Retype every record exactly. Leave the pictures out.

----

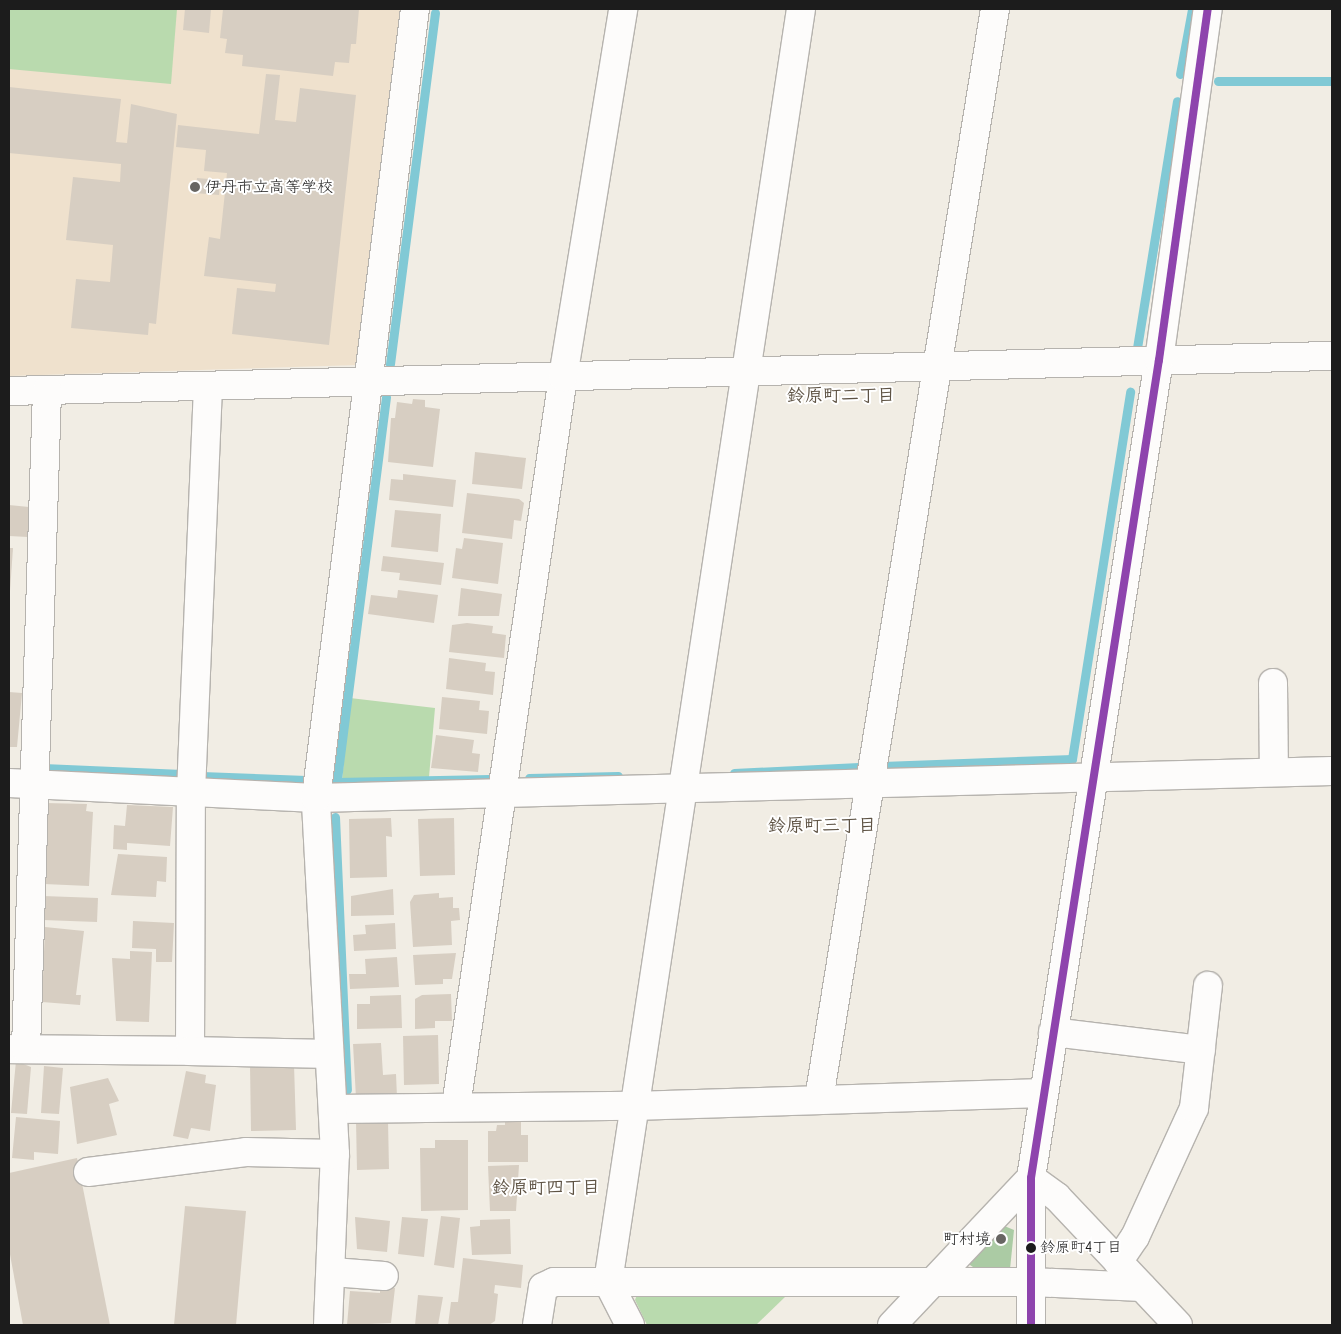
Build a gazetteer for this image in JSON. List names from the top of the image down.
{
  "districts": ["鈴原町二丁目", "鈴原町三丁目", "鈴原町四丁目"],
  "places": ["伊丹市立高等学校", "町村境", "鈴原町4丁目"]
}
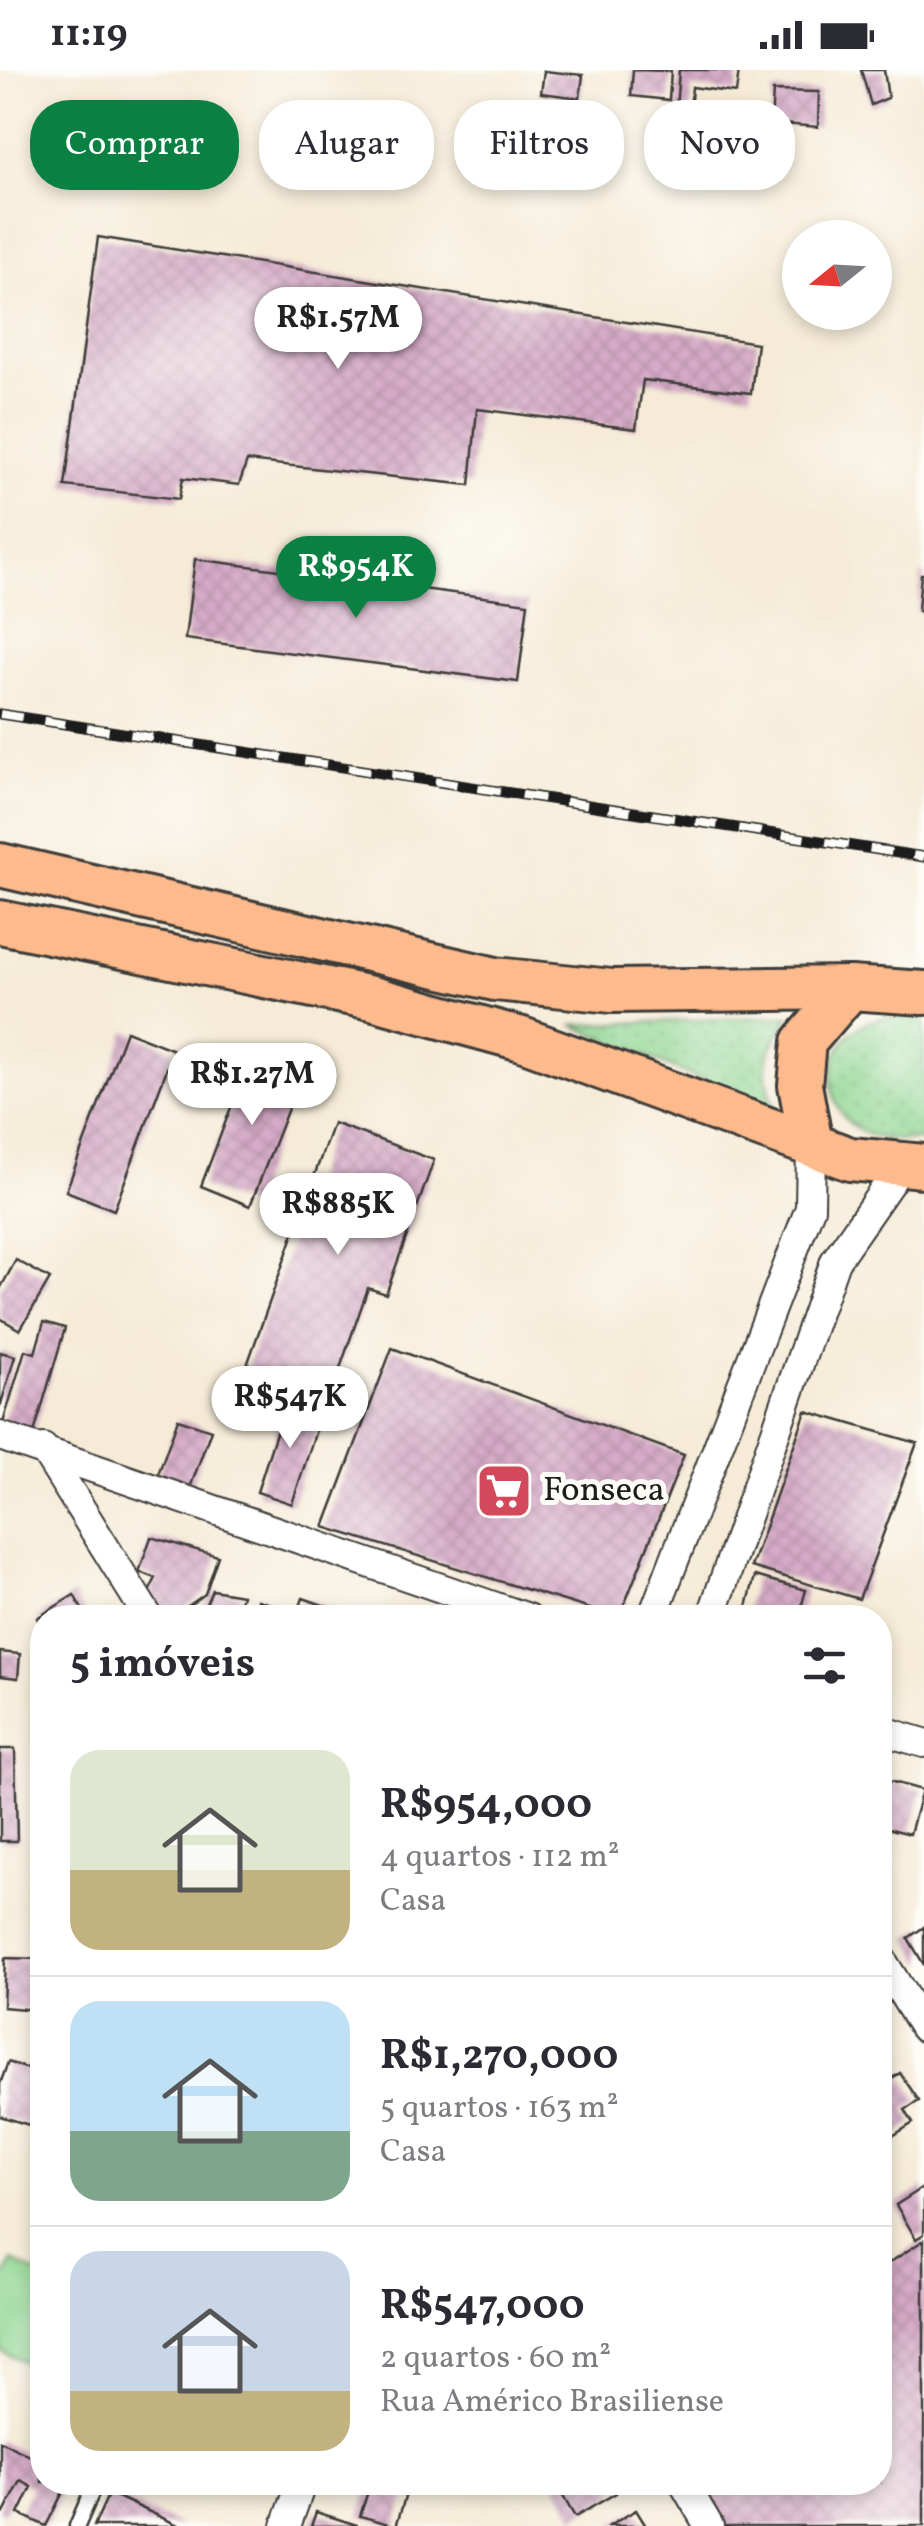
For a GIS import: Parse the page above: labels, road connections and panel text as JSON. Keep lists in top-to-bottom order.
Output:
{
  "places": {
    "supermarket": ["Fonseca"]
  },
  "north": "left",
  "page": {
    "status": "11:19",
    "chip": [
      "Comprar",
      "Alugar",
      "Filtros",
      "Novo"
    ],
    "price": [
      "R$1.57M",
      "R$954K",
      "R$1.27M",
      "R$885K",
      "R$547K"
    ],
    "heading": "5 imóveis",
    "list": [
      {
        "name": "R$954,000",
        "note": "4 quartos · 112 m² · Casa"
      },
      {
        "name": "R$1,270,000",
        "note": "5 quartos · 163 m² · Casa"
      },
      {
        "name": "R$547,000",
        "note": "2 quartos · 60 m² · Rua Américo Brasiliense"
      }
    ]
  }
}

----

Your solution:
Build a gazetteer for this image in JSON. List names from the top of the image down.
{
  "districts": ["鈴原町二丁目", "鈴原町三丁目", "鈴原町四丁目"],
  "places": ["伊丹市立高等学校", "町村境", "鈴原町4丁目"]
}
For a GIS import: Parse the page above: labels, road connections and panel text as JSON. Keep lists in top-to-bottom order.
Output:
{
  "places": {
    "supermarket": ["Fonseca"]
  },
  "north": "left",
  "page": {
    "status": "11:19",
    "chip": [
      "Comprar",
      "Alugar",
      "Filtros",
      "Novo"
    ],
    "price": [
      "R$1.57M",
      "R$954K",
      "R$1.27M",
      "R$885K",
      "R$547K"
    ],
    "heading": "5 imóveis",
    "list": [
      {
        "name": "R$954,000",
        "note": "4 quartos · 112 m² · Casa"
      },
      {
        "name": "R$1,270,000",
        "note": "5 quartos · 163 m² · Casa"
      },
      {
        "name": "R$547,000",
        "note": "2 quartos · 60 m² · Rua Américo Brasiliense"
      }
    ]
  }
}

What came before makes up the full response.